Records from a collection
◇ ◇ ◇ ◇ ◇
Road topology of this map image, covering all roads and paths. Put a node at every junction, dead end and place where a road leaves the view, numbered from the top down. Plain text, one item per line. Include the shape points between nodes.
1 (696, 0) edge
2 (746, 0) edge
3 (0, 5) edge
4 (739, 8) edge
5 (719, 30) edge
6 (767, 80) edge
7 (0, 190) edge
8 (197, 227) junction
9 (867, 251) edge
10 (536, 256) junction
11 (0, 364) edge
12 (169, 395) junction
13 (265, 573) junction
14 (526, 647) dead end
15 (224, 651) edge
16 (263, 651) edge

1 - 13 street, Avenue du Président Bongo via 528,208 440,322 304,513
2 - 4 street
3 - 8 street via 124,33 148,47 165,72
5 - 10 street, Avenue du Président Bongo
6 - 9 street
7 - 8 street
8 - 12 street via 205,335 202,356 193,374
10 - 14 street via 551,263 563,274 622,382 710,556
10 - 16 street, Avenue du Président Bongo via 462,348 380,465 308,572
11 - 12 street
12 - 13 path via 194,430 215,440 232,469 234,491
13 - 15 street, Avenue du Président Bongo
◇ ◇ ◇ ◇ ◇
§ EXERCISE REQUIREMENTS: From the first line through the last, give the data above again exactly.

§ SOLUTION TO THIS TASK:
Road topology of this map image, covering all roads and paths. Put a node at every junction, dead end and place where a road leaves the view, numbered from the top down. Plain text, one item per line. Include the shape points between nodes.
1 (696, 0) edge
2 (746, 0) edge
3 (0, 5) edge
4 (739, 8) edge
5 (719, 30) edge
6 (767, 80) edge
7 (0, 190) edge
8 (197, 227) junction
9 (867, 251) edge
10 (536, 256) junction
11 (0, 364) edge
12 (169, 395) junction
13 (265, 573) junction
14 (526, 647) dead end
15 (224, 651) edge
16 (263, 651) edge

1 - 13 street, Avenue du Président Bongo via 528,208 440,322 304,513
2 - 4 street
3 - 8 street via 124,33 148,47 165,72
5 - 10 street, Avenue du Président Bongo
6 - 9 street
7 - 8 street
8 - 12 street via 205,335 202,356 193,374
10 - 14 street via 551,263 563,274 622,382 710,556
10 - 16 street, Avenue du Président Bongo via 462,348 380,465 308,572
11 - 12 street
12 - 13 path via 194,430 215,440 232,469 234,491
13 - 15 street, Avenue du Président Bongo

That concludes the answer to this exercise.